Cruje la madera y el temporal azota la ventana. Tiene el pulso acelerado y la ansiedad cerca su mente. Es una noche lenta, negra y silenciosa. Aprieta el interruptor y la lámpara parpadea, mientras el silencio es violado continuamente por el viento en las rendijas. Se mira en el espejo y observa cómo aquellos ojos vacíos, huecos, sin vida, le hipnotizan. Se acurruca en la cárcel que cobija el miedo y le invade la enorme grieta de la angustia, nota que las lágrimas amenazan con lacerar sus mejillas. En un instante cree adivinar a un ser sigiloso e invisible que repta por la negrura, agazapado en las tinieblas y moviéndose sigiloso.
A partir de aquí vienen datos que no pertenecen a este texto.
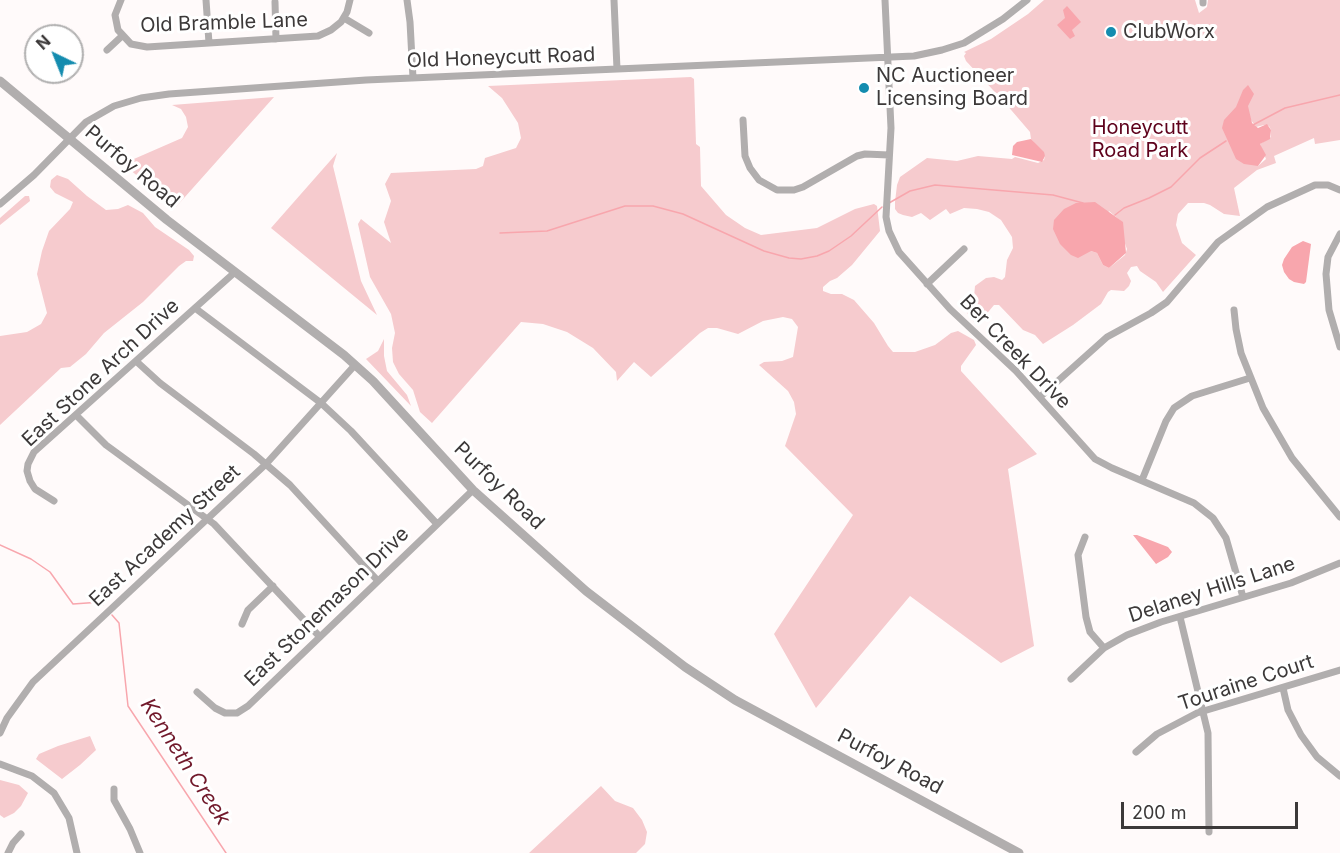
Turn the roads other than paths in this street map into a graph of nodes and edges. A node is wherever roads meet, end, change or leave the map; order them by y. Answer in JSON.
{"nodes":[{"id":1,"x":121,"y":0,"type":"edge"},
{"id":2,"x":206,"y":0,"type":"edge"},
{"id":3,"x":350,"y":0,"type":"edge"},
{"id":4,"x":406,"y":0,"type":"edge"},
{"id":5,"x":614,"y":0,"type":"edge"},
{"id":6,"x":885,"y":0,"type":"edge"},
{"id":7,"x":1027,"y":0,"type":"edge"},
{"id":8,"x":275,"y":2,"type":"dead end"},
{"id":9,"x":344,"y":18,"type":"junction"},
{"id":10,"x":369,"y":33,"type":"dead end"},
{"id":11,"x":122,"y":36,"type":"junction"},
{"id":12,"x":276,"y":39,"type":"junction"},
{"id":13,"x":209,"y":43,"type":"junction"},
{"id":14,"x":107,"y":50,"type":"dead end"},
{"id":15,"x":889,"y":57,"type":"junction"},
{"id":16,"x":617,"y":69,"type":"junction"},
{"id":17,"x":413,"y":78,"type":"junction"},
{"id":18,"x":0,"y":81,"type":"edge"},
{"id":19,"x":743,"y":120,"type":"dead end"},
{"id":20,"x":69,"y":138,"type":"junction"},
{"id":21,"x":890,"y":155,"type":"junction"},
{"id":22,"x":1340,"y":190,"type":"edge"},
{"id":23,"x":0,"y":204,"type":"edge"},
{"id":24,"x":1340,"y":234,"type":"edge"},
{"id":25,"x":964,"y":249,"type":"dead end"},
{"id":26,"x":234,"y":273,"type":"junction"},
{"id":27,"x":927,"y":284,"type":"junction"},
{"id":28,"x":195,"y":308,"type":"junction"},
{"id":29,"x":1234,"y":310,"type":"dead end"},
{"id":30,"x":1340,"y":347,"type":"edge"},
{"id":31,"x":136,"y":361,"type":"junction"},
{"id":32,"x":355,"y":365,"type":"junction"},
{"id":33,"x":1250,"y":378,"type":"junction"},
{"id":34,"x":1040,"y":397,"type":"junction"},
{"id":35,"x":321,"y":403,"type":"junction"},
{"id":36,"x":76,"y":415,"type":"junction"},
{"id":37,"x":266,"y":464,"type":"junction"},
{"id":38,"x":1142,"y":480,"type":"junction"},
{"id":39,"x":473,"y":490,"type":"junction"},
{"id":40,"x":54,"y":501,"type":"dead end"},
{"id":41,"x":1340,"y":517,"type":"edge"},
{"id":42,"x":207,"y":519,"type":"junction"},
{"id":43,"x":437,"y":524,"type":"junction"},
{"id":44,"x":1085,"y":537,"type":"dead end"},
{"id":45,"x":1340,"y":563,"type":"edge"},
{"id":46,"x":378,"y":581,"type":"junction"},
{"id":47,"x":273,"y":586,"type":"junction"},
{"id":48,"x":1243,"y":597,"type":"junction"},
{"id":49,"x":1180,"y":617,"type":"junction"},
{"id":50,"x":242,"y":624,"type":"dead end"},
{"id":51,"x":320,"y":637,"type":"junction"},
{"id":52,"x":1104,"y":648,"type":"junction"},
{"id":53,"x":1340,"y":670,"type":"edge"},
{"id":54,"x":1071,"y":679,"type":"dead end"},
{"id":55,"x":1283,"y":688,"type":"junction"},
{"id":56,"x":197,"y":692,"type":"dead end"},
{"id":57,"x":1202,"y":711,"type":"junction"},
{"id":58,"x":0,"y":733,"type":"edge"},
{"id":59,"x":1136,"y":752,"type":"dead end"},
{"id":60,"x":0,"y":764,"type":"edge"},
{"id":61,"x":1340,"y":776,"type":"edge"},
{"id":62,"x":114,"y":789,"type":"dead end"},
{"id":63,"x":1209,"y":832,"type":"dead end"},
{"id":64,"x":21,"y":834,"type":"dead end"},
{"id":65,"x":8,"y":853,"type":"edge"},
{"id":66,"x":77,"y":853,"type":"edge"},
{"id":67,"x":140,"y":853,"type":"edge"},
{"id":68,"x":1019,"y":853,"type":"edge"}],
"edges":[{"from":1,"to":11,"type":"street","name":"Old Bramble Lane"},
{"from":2,"to":13,"type":"street"},
{"from":3,"to":9,"type":"street"},
{"from":4,"to":17,"type":"street"},
{"from":5,"to":16,"type":"street"},
{"from":6,"to":15,"type":"street","name":"Ber Creek Drive"},
{"from":7,"to":15,"type":"street","name":"Old Honeycutt Road"},
{"from":8,"to":12,"type":"street"},
{"from":9,"to":10,"type":"street"},
{"from":9,"to":12,"type":"street","name":"Old Bramble Lane"},
{"from":11,"to":13,"type":"street","name":"Old Bramble Lane"},
{"from":11,"to":14,"type":"street"},
{"from":12,"to":13,"type":"street","name":"Old Bramble Lane"},
{"from":15,"to":16,"type":"street","name":"Old Honeycutt Road"},
{"from":15,"to":21,"type":"street","name":"Ber Creek Drive"},
{"from":16,"to":17,"type":"street","name":"Old Honeycutt Road"},
{"from":17,"to":20,"type":"street","name":"Old Honeycutt Road"},
{"from":18,"to":20,"type":"street","name":"Purfoy Road"},
{"from":19,"to":21,"type":"street"},
{"from":20,"to":23,"type":"street","name":"Old Honeycutt Road"},
{"from":20,"to":26,"type":"street","name":"Purfoy Road"},
{"from":21,"to":27,"type":"street","name":"Ber Creek Drive"},
{"from":22,"to":34,"type":"street"},
{"from":24,"to":30,"type":"street"},
{"from":25,"to":27,"type":"street"},
{"from":26,"to":28,"type":"street","name":"East Stone Arch Drive"},
{"from":26,"to":32,"type":"street","name":"Purfoy Road"},
{"from":27,"to":34,"type":"street","name":"Ber Creek Drive"},
{"from":28,"to":31,"type":"street","name":"East Stone Arch Drive"},
{"from":28,"to":35,"type":"street"},
{"from":29,"to":33,"type":"street"},
{"from":31,"to":36,"type":"street","name":"East Stone Arch Drive"},
{"from":31,"to":37,"type":"street"},
{"from":32,"to":35,"type":"street","name":"East Academy Street"},
{"from":32,"to":39,"type":"street","name":"Purfoy Road"},
{"from":33,"to":38,"type":"street"},
{"from":33,"to":41,"type":"street"},
{"from":34,"to":38,"type":"street","name":"Ber Creek Drive"},
{"from":35,"to":37,"type":"street","name":"East Academy Street"},
{"from":35,"to":43,"type":"street"},
{"from":36,"to":40,"type":"street","name":"East Stone Arch Drive"},
{"from":36,"to":42,"type":"street"},
{"from":37,"to":42,"type":"street","name":"East Academy Street"},
{"from":37,"to":46,"type":"street"},
{"from":38,"to":48,"type":"street","name":"Ber Creek Drive"},
{"from":39,"to":43,"type":"street","name":"East Stonemason Drive"},
{"from":39,"to":68,"type":"street","name":"Purfoy Road"},
{"from":42,"to":47,"type":"street"},
{"from":42,"to":58,"type":"street","name":"East Academy Street"},
{"from":43,"to":46,"type":"street","name":"East Stonemason Drive"},
{"from":44,"to":52,"type":"street"},
{"from":45,"to":48,"type":"street","name":"Delaney Hills Lane"},
{"from":46,"to":51,"type":"street","name":"East Stonemason Drive"},
{"from":47,"to":50,"type":"street"},
{"from":47,"to":51,"type":"street"},
{"from":48,"to":49,"type":"street","name":"Delaney Hills Lane"},
{"from":49,"to":52,"type":"street","name":"Delaney Hills Lane"},
{"from":49,"to":57,"type":"street"},
{"from":51,"to":56,"type":"street","name":"East Stonemason Drive"},
{"from":52,"to":54,"type":"street","name":"Delaney Hills Lane"},
{"from":53,"to":55,"type":"street","name":"Touraine Court"},
{"from":55,"to":57,"type":"street","name":"Touraine Court"},
{"from":55,"to":61,"type":"street"},
{"from":57,"to":59,"type":"street","name":"Touraine Court"},
{"from":57,"to":63,"type":"street"},
{"from":60,"to":66,"type":"street"},
{"from":62,"to":67,"type":"street"},
{"from":64,"to":65,"type":"street"}]}
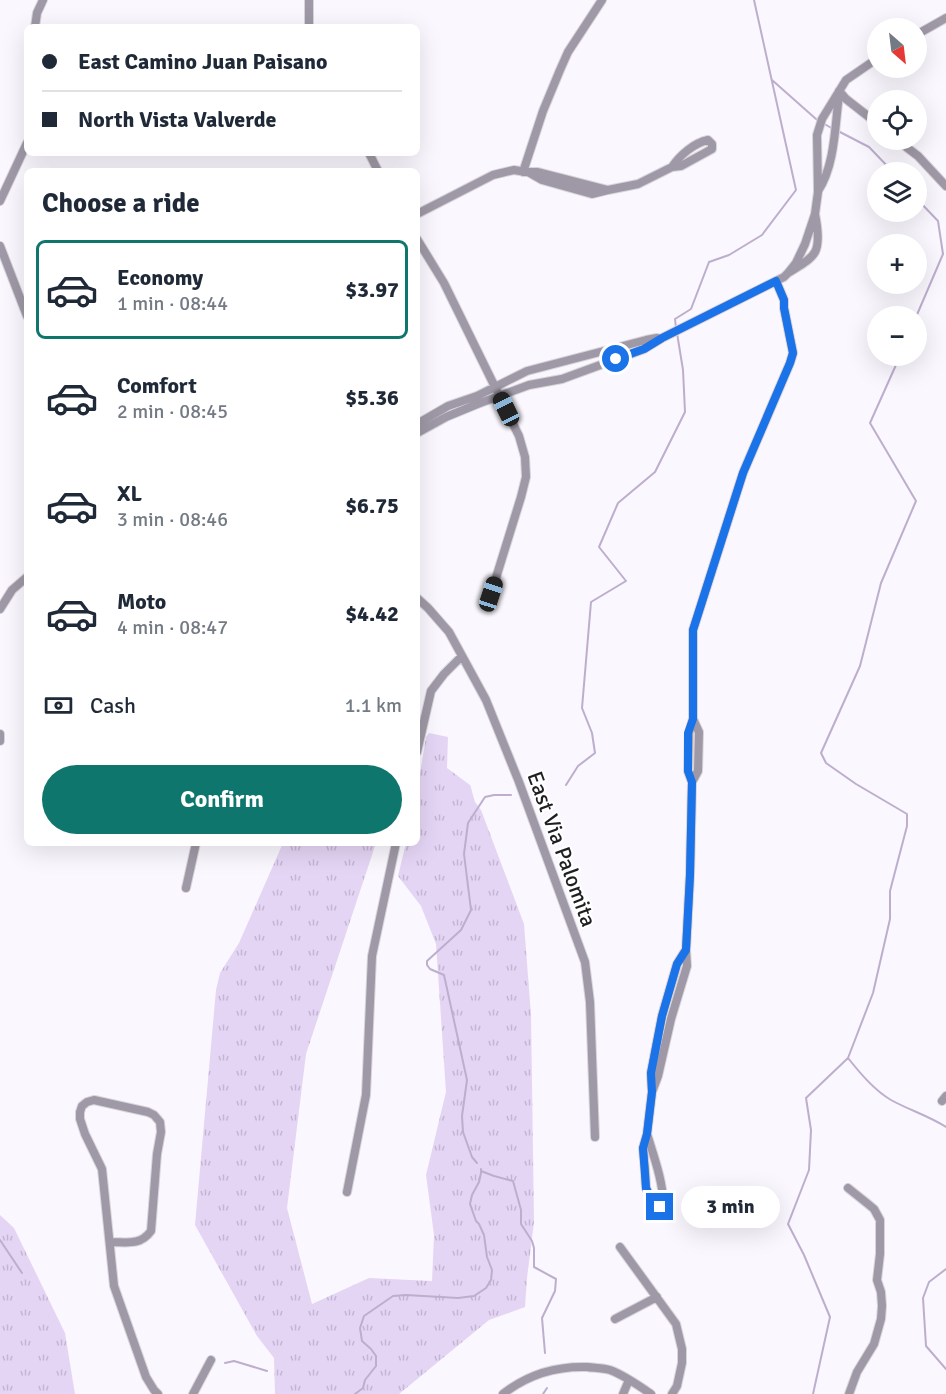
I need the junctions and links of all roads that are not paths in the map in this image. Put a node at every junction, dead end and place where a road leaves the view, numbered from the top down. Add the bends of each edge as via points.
1 (43, 0) edge
2 (309, 0) edge
3 (602, 0) edge
4 (946, 18) edge
5 (35, 24) edge
6 (309, 24) edge
7 (927, 29) edge
8 (867, 66) edge
9 (839, 91) junction
10 (867, 115) edge
11 (24, 149) edge
12 (910, 150) edge
13 (672, 167) junction
14 (526, 172) junction
15 (946, 186) edge
16 (818, 192) junction
17 (0, 201) edge
18 (420, 212) edge
19 (815, 214) junction
20 (420, 244) edge
21 (0, 246) edge
22 (788, 273) junction
23 (776, 281) junction
24 (24, 308) edge
25 (662, 338) junction
26 (495, 387) junction
27 (499, 396) junction
28 (420, 422) edge
29 (420, 431) edge
30 (24, 580) edge
31 (491, 594) dead end
32 (420, 601) edge
33 (0, 609) edge
34 (462, 656) junction
35 (0, 734) edge
36 (420, 739) edge
37 (0, 741) edge
38 (195, 846) edge
39 (395, 846) edge
40 (186, 888) dead end
41 (647, 1134) junction
42 (595, 1137) dead end
43 (848, 1188) dead end
44 (346, 1192) dead end
45 (110, 1242) junction
46 (620, 1247) dead end
47 (657, 1297) junction
48 (615, 1318) dead end
49 (211, 1360) dead end
50 (629, 1380) junction
51 (158, 1394) edge
52 (194, 1394) edge
53 (503, 1394) edge
54 (623, 1394) edge
55 (651, 1394) edge
56 (672, 1394) edge
57 (849, 1394) edge

1 - 5 street
2 - 6 street
3 - 14 street via 560,70 543,111
4 - 7 street
8 - 9 street
9 - 10 street
9 - 16 street via 830,159
9 - 16 street via 817,135
11 - 17 street
12 - 15 street
13 - 13 street via 701,156 712,149 712,144 708,140 699,142
13 - 14 street via 638,184 608,190
14 - 18 street via 514,170 485,178
16 - 19 street
19 - 22 street via 805,244
19 - 22 street via 816,251
20 - 26 street via 444,283
21 - 24 street
22 - 23 street
23 - 25 street
23 - 41 street via 784,300 793,353 743,473 693,630 686,950 677,964 662,1016 651,1073
25 - 26 street via 527,371
25 - 27 street via 644,349 562,379
26 - 27 street
26 - 28 street
27 - 29 street
27 - 31 street via 519,436 526,470
30 - 33 street
32 - 34 street, East Via Palomita via 449,632
34 - 36 street via 431,691
34 - 42 street, East Via Palomita via 486,700 519,782 585,962
35 - 37 street
38 - 40 street
39 - 44 street via 372,956 366,1095
41 - 41 street via 643,1148 646,1188 653,1203 660,1207 663,1197
43 - 57 street via 874,1209 880,1220 877,1280 882,1306 874,1344
45 - 45 street via 102,1169 80,1119 82,1101 148,1112 161,1119 148,1239
45 - 51 street via 114,1286 146,1377
46 - 47 street
47 - 48 street
47 - 56 street via 676,1324 682,1349 680,1377
49 - 52 street
50 - 53 street via 611,1370 562,1367 524,1380
50 - 54 street
50 - 55 street

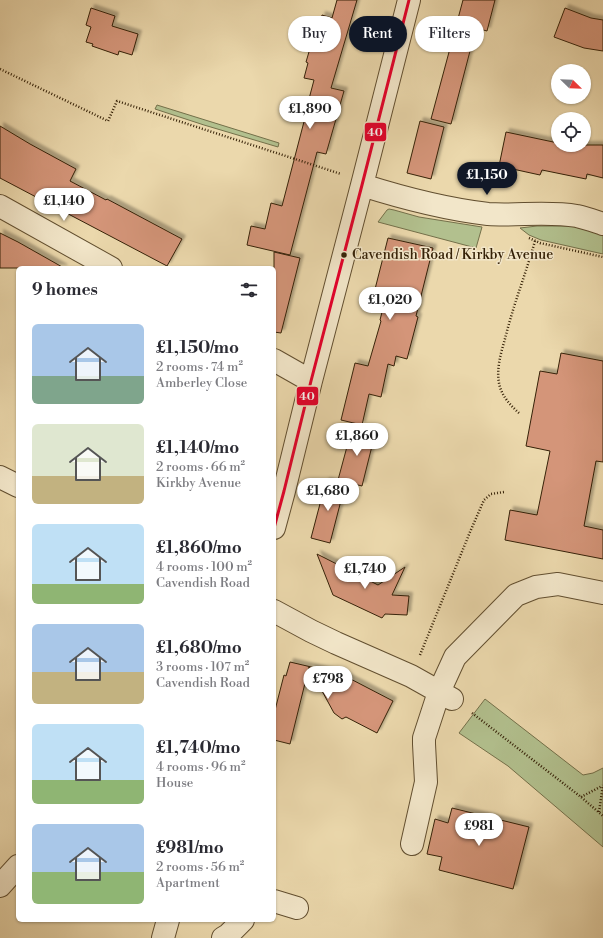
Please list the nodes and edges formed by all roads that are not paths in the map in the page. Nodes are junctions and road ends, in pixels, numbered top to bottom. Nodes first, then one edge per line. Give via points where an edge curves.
1 (410, 0) edge
2 (353, 180) junction
3 (0, 206) edge
4 (603, 224) edge
5 (107, 266) edge
6 (276, 361) edge
7 (311, 381) junction
8 (0, 477) edge
9 (16, 485) edge
10 (276, 521) edge
11 (603, 593) edge
12 (276, 612) edge
13 (446, 696) junction
14 (412, 844) dead end
15 (16, 868) edge
16 (0, 886) edge
17 (276, 902) edge
18 (297, 908) dead end
19 (167, 922) edge
20 (241, 922) edge
21 (163, 938) edge
22 (223, 938) edge

1 - 2 street
2 - 4 street via 407,198 472,211 499,214 560,214
2 - 7 street
3 - 5 street
6 - 7 street
7 - 10 street
8 - 9 street
11 - 13 street via 558,584 536,587 516,595 455,657
12 - 13 street via 336,643 411,676
13 - 14 street via 424,738 426,782
15 - 16 street
17 - 18 street
19 - 21 street
20 - 22 street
Siente que alguien respira su aliento, procesa su inquietud, y a continuación un áspero y gélido quejido le invita a quedarse inmóvil mientras lenguas regurgitando fuego lamen sus temblores.
Es un escenario siniestro creado por sus propios pensamientos. El sonido infernal de los oxidados goznes de la puerta envía a su mente el eco de una voz cavernosa que se perpetúa en la estancia. Un susurro sale de su boca mientras su corazón late desbocado
— ¿Quién eres?... ¡Qué quieres de mí!...
Solo recibe la respuesta de las campanadas del reloj que retumban en la noche y luego… el tictac inmisericorde. Nota que un líquido viscoso se desliza por sus sueños y cada esquina, cada recoveco de la habitación le conduce a un agujero negro y brumoso al tiempo que el temblor de sus piernas le impide huir de aquellas paredes que le miran.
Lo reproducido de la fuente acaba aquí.